··· Provided records
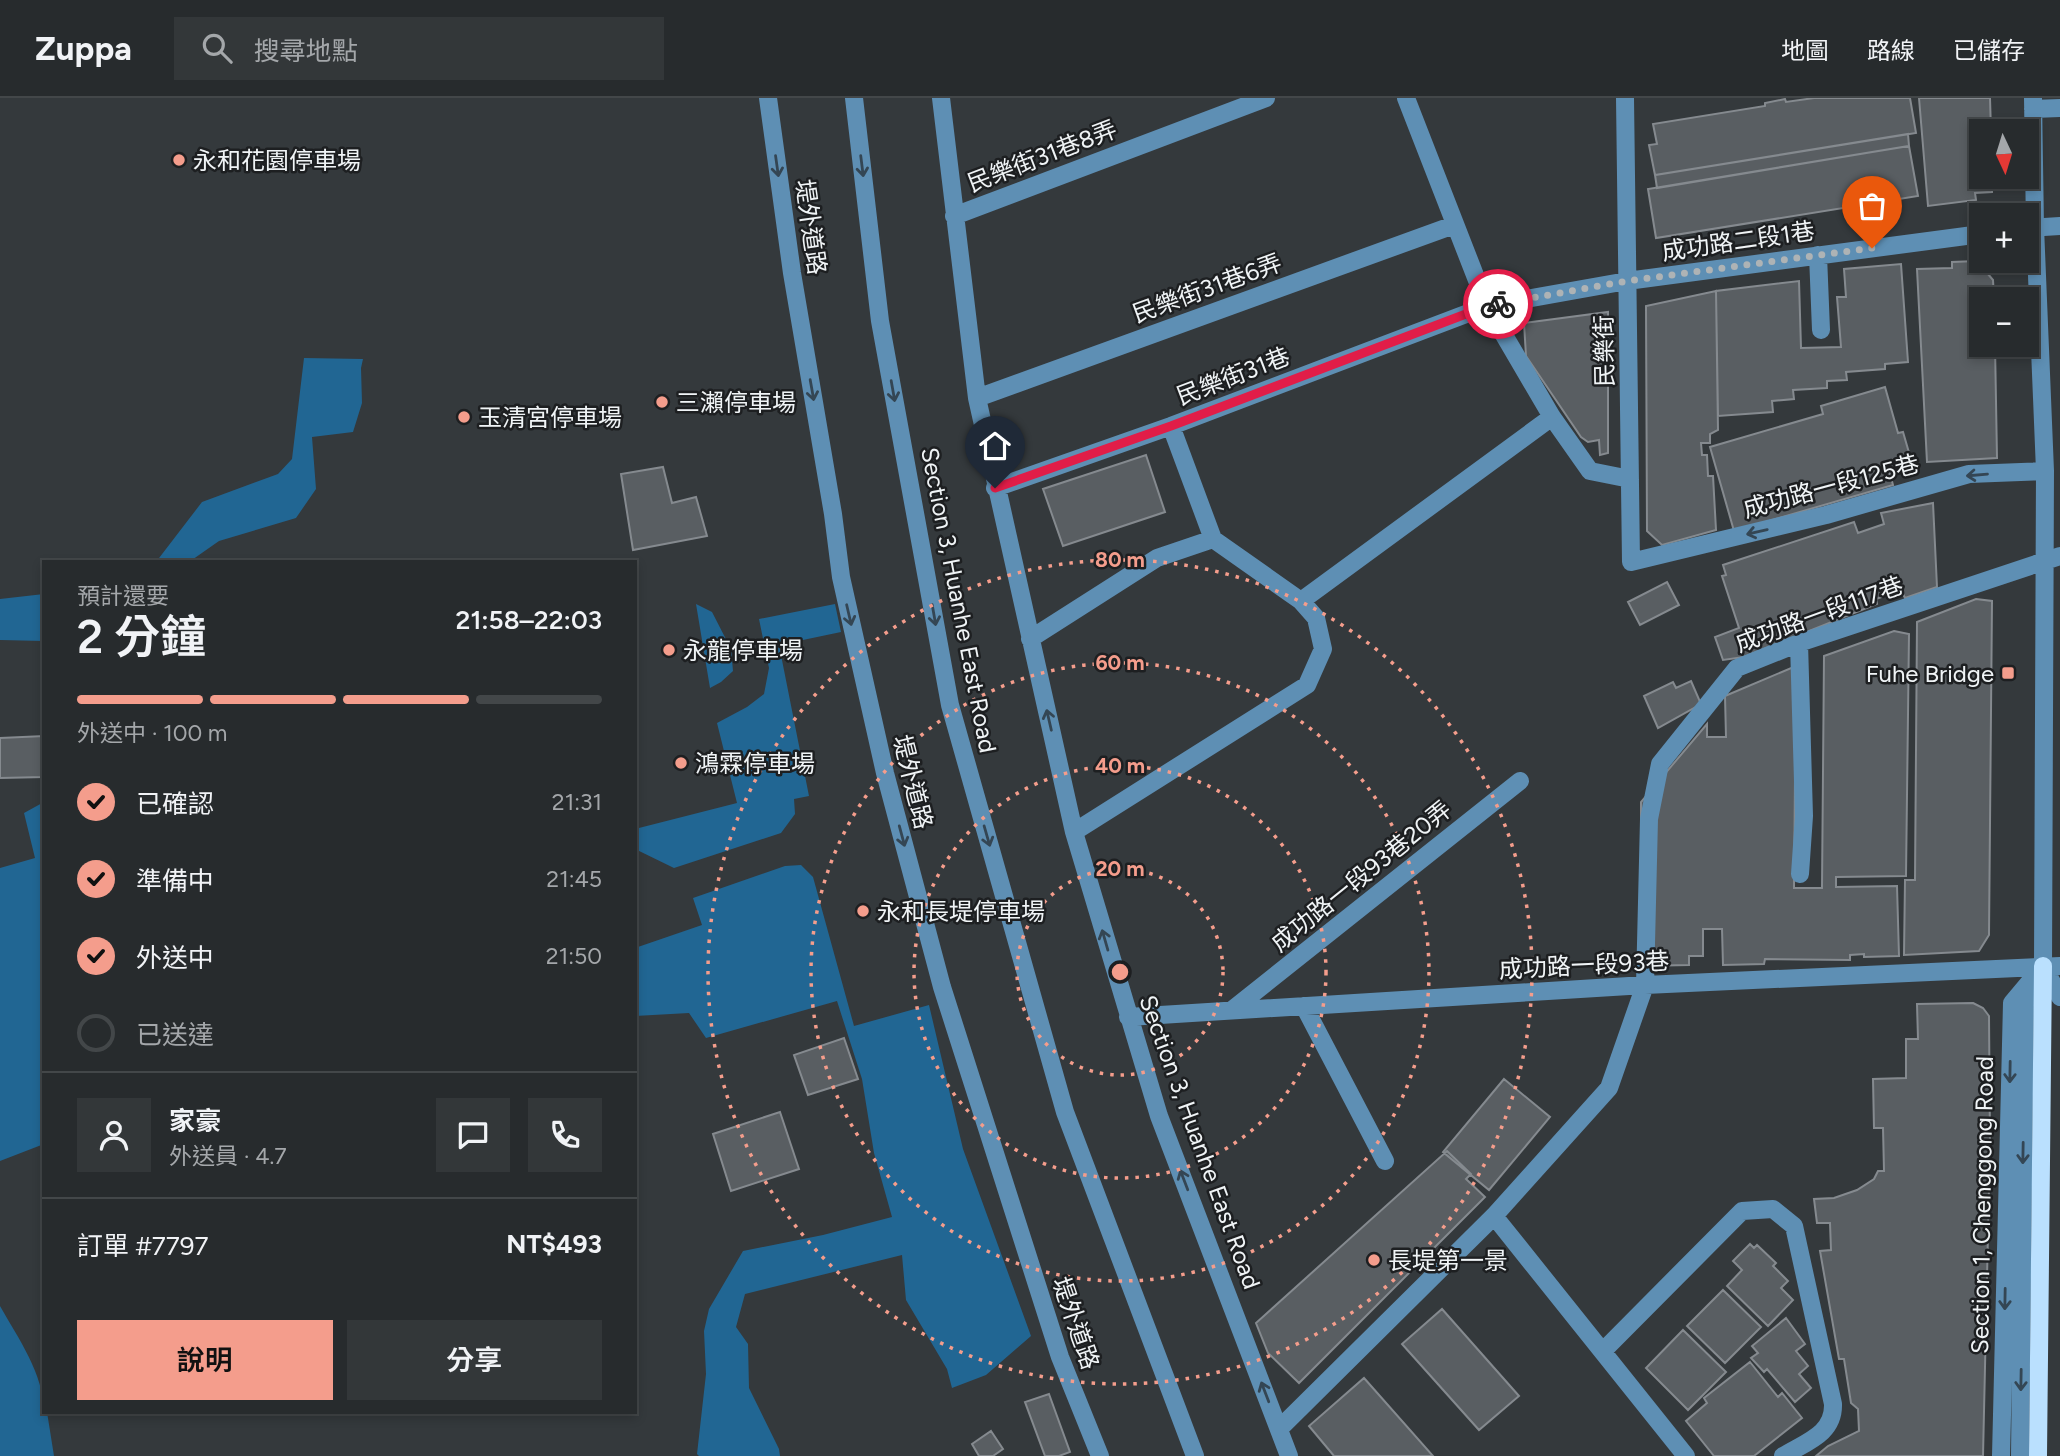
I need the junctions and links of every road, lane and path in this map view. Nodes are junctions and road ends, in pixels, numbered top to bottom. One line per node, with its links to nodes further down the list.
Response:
1 (768, 98): 46 (street, 堤外道路, one-way to 46)
2 (854, 98): 47 (street, Section 3, Huanhe East Road, one-way to 47)
3 (941, 98): 10 (street, Section 3, Huanhe East Road)
4 (1266, 98): 10 (street, 民樂街31巷8弄)
5 (1406, 98): 11 (street)
6 (1625, 98): 17 (street, 民樂街)
7 (2033, 104): 8 (street); 9 (street)
8 (2060, 108)
9 (2031, 203)
10 (954, 215): 20 (street, Section 3, Huanhe East Road)
11 (1454, 225): 18 (street); 20 (street, 民樂街31巷6弄)
12 (2060, 226): 13 (street)
13 (2039, 227)
14 (1969, 236): 15 (street, 成功路二段1巷)
15 (1818, 255): 17 (street, 成功路二段1巷); 19 (street)
16 (2034, 273): 23 (street)
17 (1627, 281): 18 (street, 民樂街31巷); 24 (street, 民樂街)
18 (1487, 306): 21 (street); 22 (street, 民樂街31巷)
19 (1821, 330)
20 (977, 398): 25 (street, Section 3, Huanhe East Road)
21 (1552, 417): 24 (street); 29 (street)
22 (1171, 426): 25 (street, 民樂街31巷); 26 (street)
23 (2045, 471): 27 (street); 28 (street, 成功路一段125巷, one-way to 28)
24 (1630, 479): 28 (street, 民樂街)
25 (995, 488): 30 (street, Section 3, Huanhe East Road)
26 (1213, 539): 29 (street); 30 (street)
27 (2053, 559): 31 (street, 成功路一段117巷); 35 (street)
28 (1631, 562)
29 (1301, 601): 33 (street)
30 (1031, 639): 33 (street, Section 3, Huanhe East Road, one-way to 30)
31 (1799, 643): 34 (street); 36 (street, 成功路一段117巷)
32 (1520, 781): 39 (street, 成功路一段93巷20弄)
33 (1074, 832): 40 (street, Section 3, Huanhe East Road, one-way to 33)
34 (1800, 874)
35 (2051, 966): 36 (street, 成功路一段93巷); 37 (street); 45 (main road); 51 (street, Section 1, Chenggong Road, one-way to 51); 52 (street, one-way to 52)
36 (1645, 985): 38 (street, 成功路一段93巷); 42 (street, 成功路一段117巷)
37 (2060, 997)
38 (1304, 1006): 39 (street, 成功路一段93巷); 41 (street)
39 (1232, 1010): 40 (street, 成功路一段93巷)
40 (1128, 1017): 44 (street, Section 3, Huanhe East Road, one-way to 40)
41 (1385, 1161)
42 (1494, 1216): 43 (street); 44 (street, 成功路一段117巷)
43 (1604, 1351): 49 (street); 50 (street)
44 (1279, 1429): 48 (street, Section 3, Huanhe East Road)
45 (2038, 1450)
46 (1100, 1456)
47 (1195, 1456)
48 (1289, 1456)
49 (1686, 1456)
50 (1783, 1456)
51 (2001, 1456)
52 (2020, 1456)

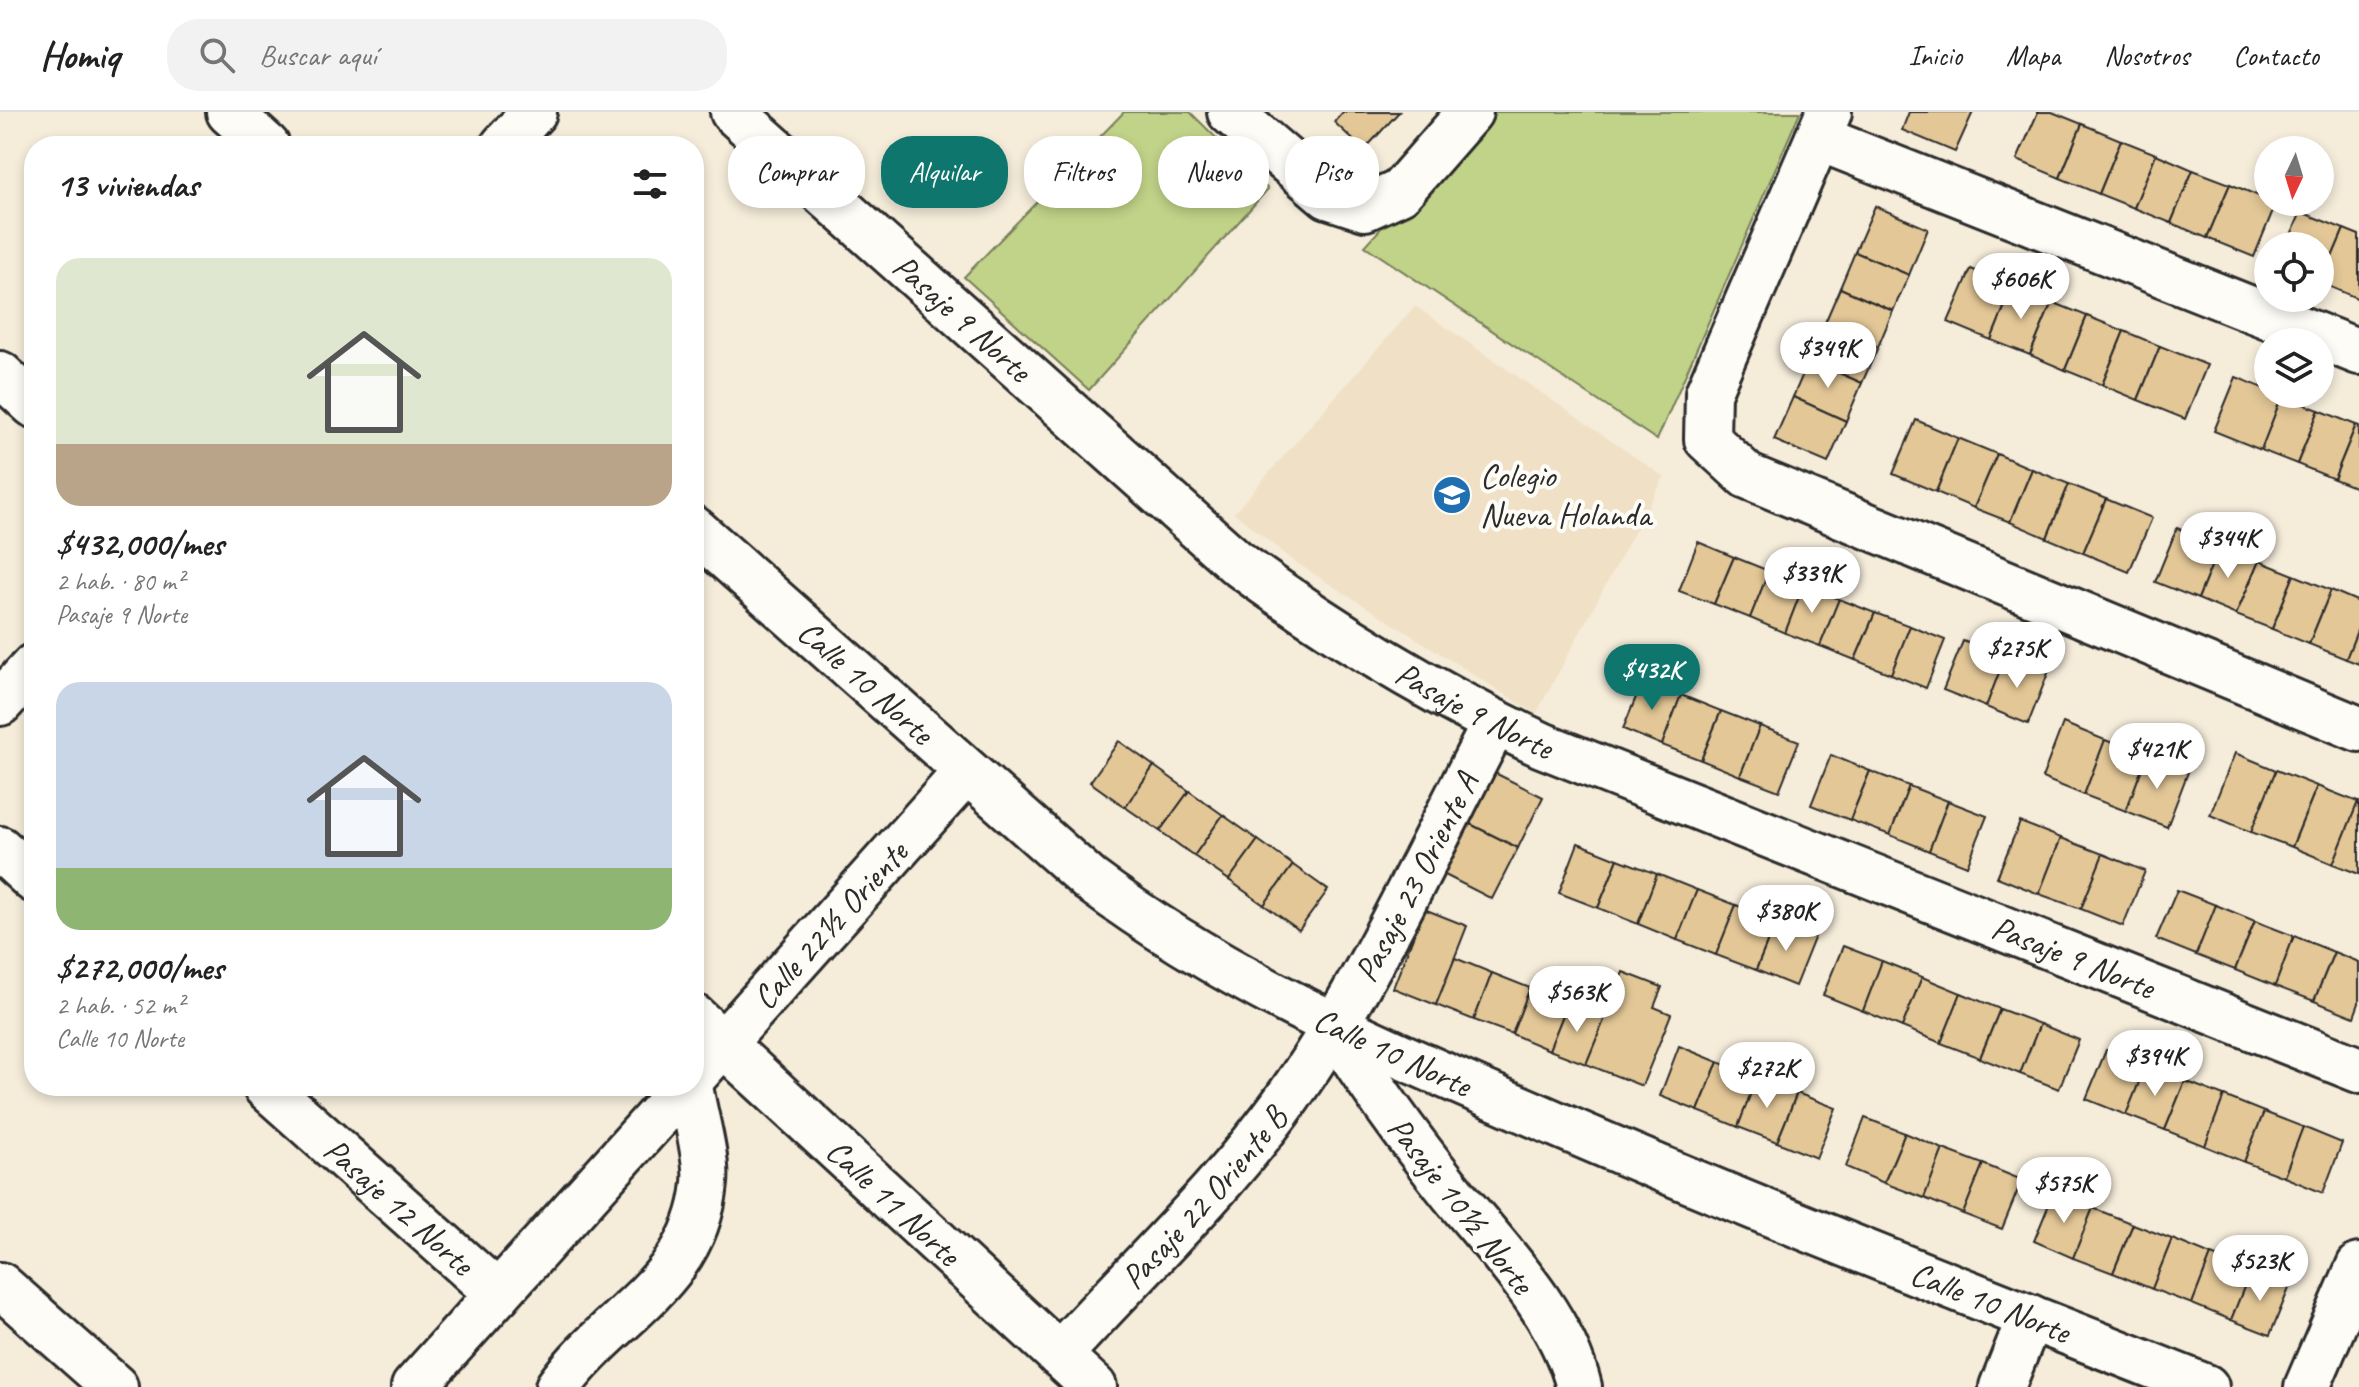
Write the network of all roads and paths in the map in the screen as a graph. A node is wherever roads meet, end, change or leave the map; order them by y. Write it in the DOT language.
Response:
graph roads {
  1 [pos="229,112"];
  2 [pos="534,112"];
  3 [pos="733,112"];
  4 [pos="1230,112"];
  5 [pos="1470,112"];
  6 [pos="1824,125"];
  7 [pos="256,136"];
  8 [pos="512,136"];
  9 [pos="2359,352"];
  10 [pos="0,374"];
  11 [pos="24,396"];
  12 [pos="704,538"];
  13 [pos="24,677"];
  14 [pos="0,703"];
  15 [pos="1495,723"];
  16 [pos="2359,729"];
  17 [pos="965,773"];
  18 [pos="0,849"];
  19 [pos="24,871"];
  20 [pos="1334,1027"];
  21 [pos="709,1030"];
  22 [pos="2359,1070"];
  23 [pos="276,1096"];
  24 [pos="678,1096"];
  25 [pos="689,1096"];
  26 [pos="2359,1266"];
  27 [pos="0,1285"];
  28 [pos="498,1294"];
  29 [pos="2030,1317"];
  30 [pos="1059,1355"];
  31 [pos="115,1387"];
  32 [pos="414,1387"];
  33 [pos="558,1387"];
  34 [pos="1094,1387"];
  35 [pos="1579,1387"];
  36 [pos="2002,1387"];
  37 [pos="2206,1387"];
  38 [pos="2307,1387"];
  1 -- 7 [label="street"];
  2 -- 8 [label="street"];
  3 -- 15 [label="street, Pasaje 9 Norte"];
  4 -- 5 [label="street"];
  6 -- 9 [label="street"];
  6 -- 16 [label="street"];
  10 -- 11 [label="street"];
  12 -- 17 [label="street, Calle 10 Norte"];
  13 -- 14 [label="street"];
  15 -- 20 [label="street, Pasaje 23 Oriente A"];
  15 -- 22 [label="street, Pasaje 9 Norte"];
  17 -- 20 [label="street, Calle 10 Norte"];
  17 -- 21 [label="street, Calle 22½ Oriente"];
  18 -- 19 [label="street"];
  20 -- 29 [label="street, Calle 10 Norte"];
  20 -- 30 [label="street, Pasaje 22 Oriente B"];
  20 -- 35 [label="street, Pasaje 10½ Norte"];
  21 -- 30 [label="street, Calle 11 Norte"];
  23 -- 28 [label="street, Pasaje 12 Norte"];
  24 -- 28 [label="street"];
  25 -- 33 [label="street"];
  26 -- 38 [label="street"];
  27 -- 31 [label="street"];
  28 -- 32 [label="street"];
  29 -- 36 [label="street"];
  29 -- 37 [label="street, Calle 10 Norte"];
  30 -- 34 [label="street, Calle 11 Norte"];
}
······
**What this task involves**: Using the material above, extract the line that contains "Write the network" and every line after it, exactly as given; stop at the last line.

**Solved problem**:
Write the network of all roads and paths in the map in the screen as a graph. A node is wherever roads meet, end, change or leave the map; order them by y. Write it in the DOT language.
Response:
graph roads {
  1 [pos="229,112"];
  2 [pos="534,112"];
  3 [pos="733,112"];
  4 [pos="1230,112"];
  5 [pos="1470,112"];
  6 [pos="1824,125"];
  7 [pos="256,136"];
  8 [pos="512,136"];
  9 [pos="2359,352"];
  10 [pos="0,374"];
  11 [pos="24,396"];
  12 [pos="704,538"];
  13 [pos="24,677"];
  14 [pos="0,703"];
  15 [pos="1495,723"];
  16 [pos="2359,729"];
  17 [pos="965,773"];
  18 [pos="0,849"];
  19 [pos="24,871"];
  20 [pos="1334,1027"];
  21 [pos="709,1030"];
  22 [pos="2359,1070"];
  23 [pos="276,1096"];
  24 [pos="678,1096"];
  25 [pos="689,1096"];
  26 [pos="2359,1266"];
  27 [pos="0,1285"];
  28 [pos="498,1294"];
  29 [pos="2030,1317"];
  30 [pos="1059,1355"];
  31 [pos="115,1387"];
  32 [pos="414,1387"];
  33 [pos="558,1387"];
  34 [pos="1094,1387"];
  35 [pos="1579,1387"];
  36 [pos="2002,1387"];
  37 [pos="2206,1387"];
  38 [pos="2307,1387"];
  1 -- 7 [label="street"];
  2 -- 8 [label="street"];
  3 -- 15 [label="street, Pasaje 9 Norte"];
  4 -- 5 [label="street"];
  6 -- 9 [label="street"];
  6 -- 16 [label="street"];
  10 -- 11 [label="street"];
  12 -- 17 [label="street, Calle 10 Norte"];
  13 -- 14 [label="street"];
  15 -- 20 [label="street, Pasaje 23 Oriente A"];
  15 -- 22 [label="street, Pasaje 9 Norte"];
  17 -- 20 [label="street, Calle 10 Norte"];
  17 -- 21 [label="street, Calle 22½ Oriente"];
  18 -- 19 [label="street"];
  20 -- 29 [label="street, Calle 10 Norte"];
  20 -- 30 [label="street, Pasaje 22 Oriente B"];
  20 -- 35 [label="street, Pasaje 10½ Norte"];
  21 -- 30 [label="street, Calle 11 Norte"];
  23 -- 28 [label="street, Pasaje 12 Norte"];
  24 -- 28 [label="street"];
  25 -- 33 [label="street"];
  26 -- 38 [label="street"];
  27 -- 31 [label="street"];
  28 -- 32 [label="street"];
  29 -- 36 [label="street"];
  29 -- 37 [label="street, Calle 10 Norte"];
  30 -- 34 [label="street, Calle 11 Norte"];
}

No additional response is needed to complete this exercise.